With somewhere around 45 pounds of protective gear on my back during an 85 degree summer day, I felt like I was suffocating as I prepared to enter the smoking building filled with flames in front of me.
The large, common-issue fireman’s oxygen mask only released oxygen when I inhaled, creating a vacuum when I exhaled that made it feel as if I could never get enough air. The feeling of fighting for air intensified as I struggled to fight the fire inside, until I was hyperventilating and gasped that I couldn’t stop the fire, I couldn’t breathe.
On that day, I was able to exit the building, catch my breath and get a sip of water. But, for a real firefighter, there is no option to back out.
I was one of dozens of policy makers, community leaders, firefighters and others gathered at the Bellevue Fire Department Training Center for the Fire Ops 101 event, which was being held for the first time in Bellevue on Monday, Aug. 3.
Designed by the IAFF, an organization that represents more than 300,000 full-time professional firefighters and paramedics in the United States and Canada, the day-long event is meant to show decision-makers just what a firefighter goes through on any given day.
The various scenarios are meant to expose the challenges in staffing, equipment and response time, as well as the physical and mental strength that firefighters must possess.
The teams of participants in Bellevue underwent scenarios like responding to a cardiac arrest, extricating a car crash victim from a car, searching for victims in an actual smoke-filled building, and entering a burning building to put out a fire with a firehose.
Aboard the fire department rigs and ambulances, every decision and every minute was vital.

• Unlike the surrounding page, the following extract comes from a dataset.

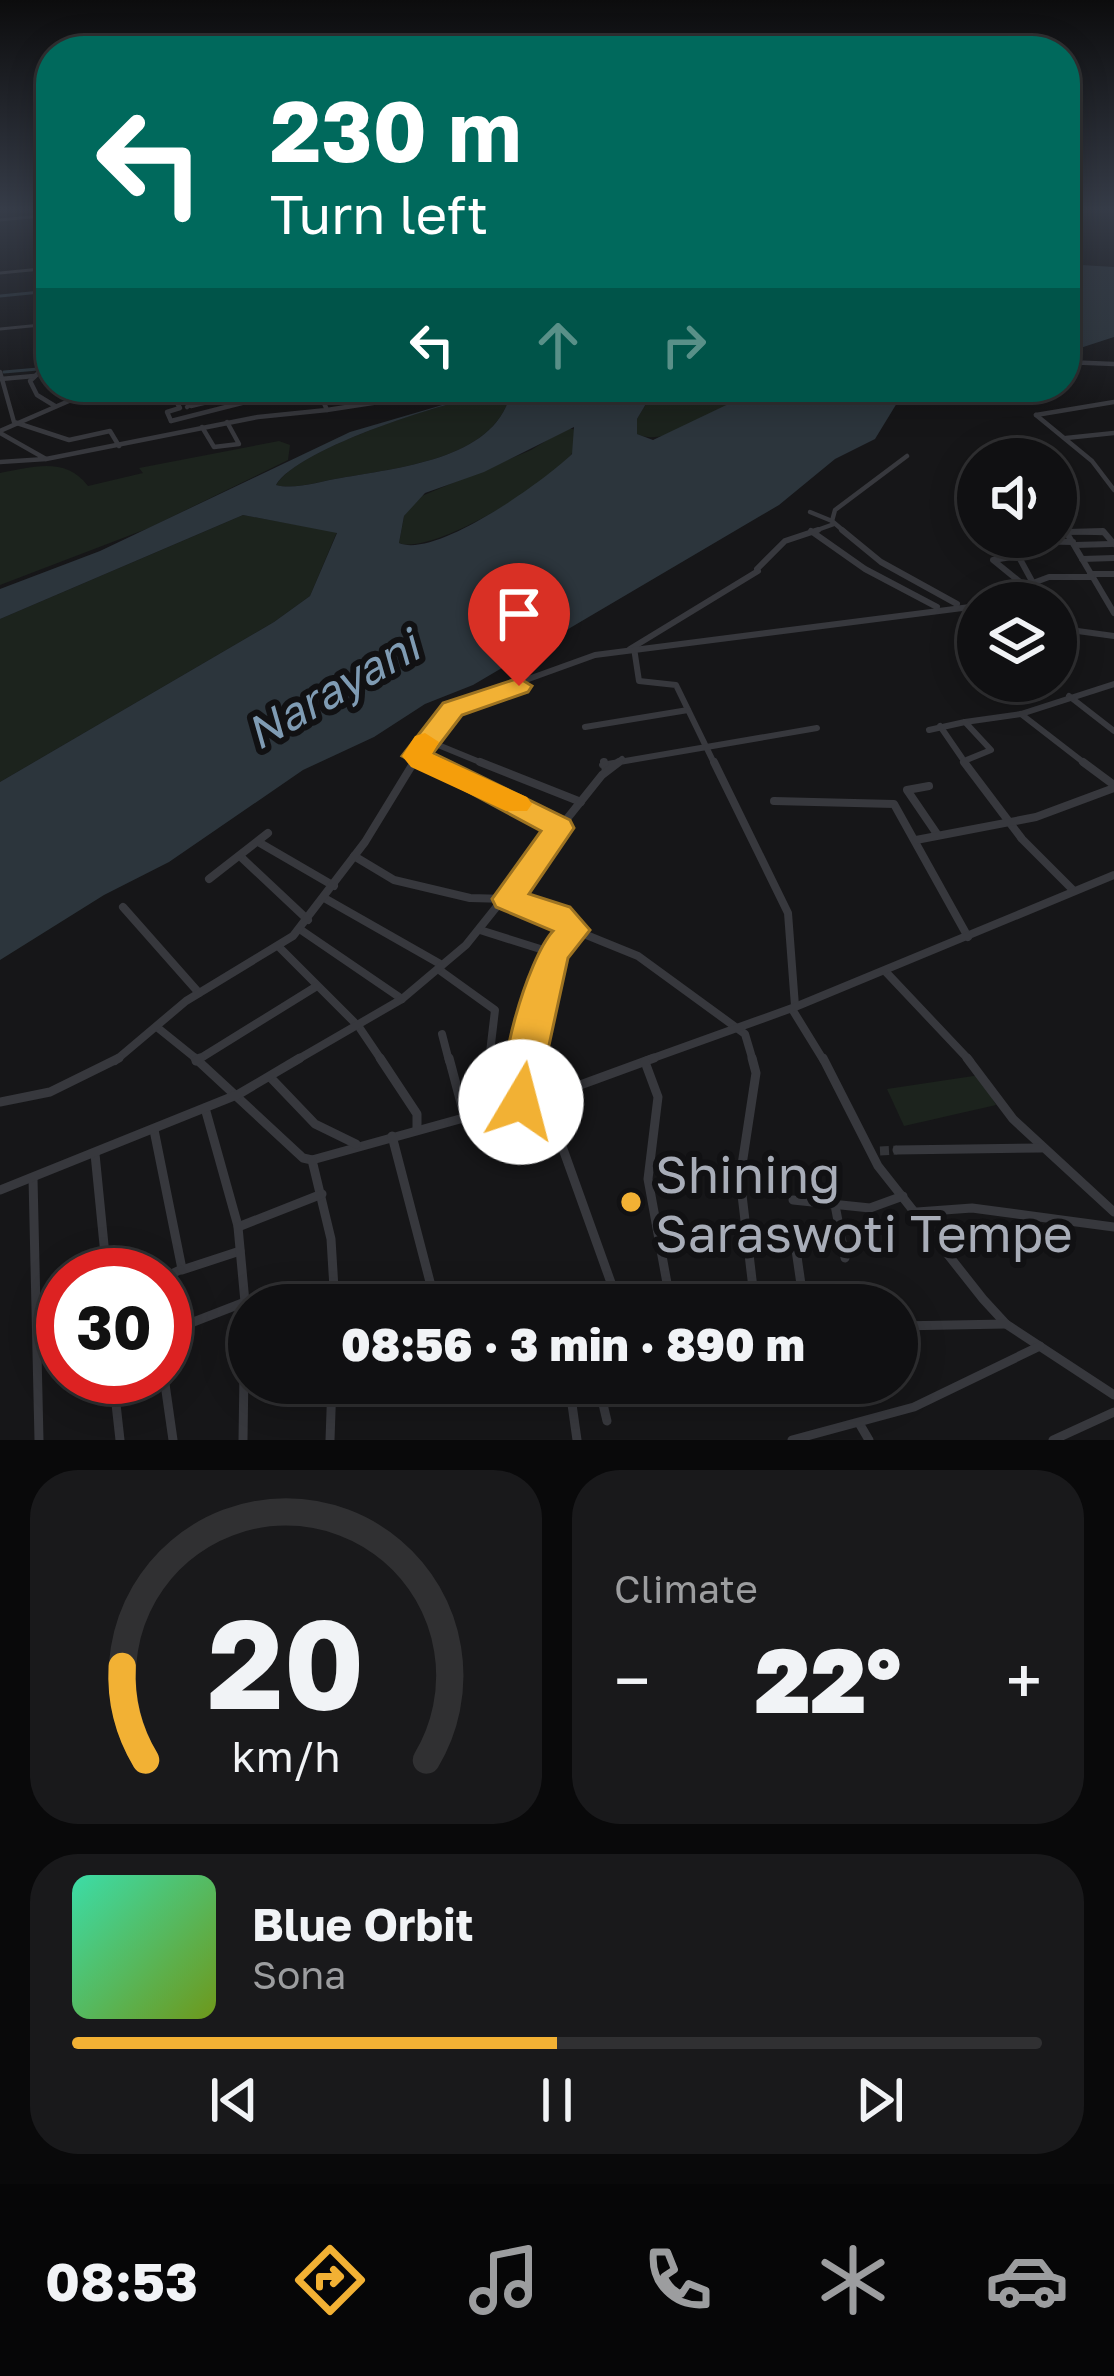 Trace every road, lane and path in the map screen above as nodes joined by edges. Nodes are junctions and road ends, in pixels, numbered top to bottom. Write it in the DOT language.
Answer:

More often than not, firefighters are fighting the clock, although we were assured that it is extremely rare for cars to blow up after crashes like they do in movies.

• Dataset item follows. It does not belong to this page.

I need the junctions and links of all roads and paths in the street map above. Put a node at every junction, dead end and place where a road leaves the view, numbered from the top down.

Each participant was assisted by a firefighter “shadow,” who would also generally give additional insight into their career combating fires.
While it is safe to say that the value of firefighters in modern day America isn’t unappreciated, the full extent to which the slightest budgetary concerns or changes impacted their operations was made clear.

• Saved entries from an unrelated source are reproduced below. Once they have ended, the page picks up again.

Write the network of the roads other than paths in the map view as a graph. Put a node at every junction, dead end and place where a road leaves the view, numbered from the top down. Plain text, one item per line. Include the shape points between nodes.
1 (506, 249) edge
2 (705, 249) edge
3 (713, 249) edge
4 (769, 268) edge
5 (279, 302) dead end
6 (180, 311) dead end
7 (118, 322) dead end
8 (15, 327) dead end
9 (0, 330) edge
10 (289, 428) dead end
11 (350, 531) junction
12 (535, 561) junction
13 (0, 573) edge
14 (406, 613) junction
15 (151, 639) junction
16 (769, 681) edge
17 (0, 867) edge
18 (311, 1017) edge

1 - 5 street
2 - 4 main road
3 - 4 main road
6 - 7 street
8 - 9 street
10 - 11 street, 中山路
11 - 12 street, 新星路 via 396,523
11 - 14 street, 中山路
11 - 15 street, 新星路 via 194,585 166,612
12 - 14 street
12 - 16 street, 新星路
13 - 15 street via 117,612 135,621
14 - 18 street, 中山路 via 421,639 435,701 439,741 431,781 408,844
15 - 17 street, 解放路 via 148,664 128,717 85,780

For example, the hydraulic tool commonly known as the “jaws of life” generally runs around $10,000, and is one of several tools the teams used in motor vehicle extrication. Participants were also reminded that many fire department teams were smaller than the groups we were working in (many local departments have about three people to a team, and Seattle is considered lucky to have four firefighters to a team).
That is to say nothing of the appropriate levels of physical strength or the training required. While my shadow reminded me that no firefighters in their first day of training undergo what we went did, it was hard to imagine doing it after weeks of training.
After six hours, most, if not all of us, were exhausted. With a large smile on my face from relief, exhaustion, adrenaline, or some combination of the three, I almost missed one of the firefighters off-hand remarks as I high-fived him upon my exit: In the real world, I would have been far from done with my shift. After six hours of testing myself physically and mentally, I would have still had another 18 hours on my shift, and no foresight of what challenge I would face next.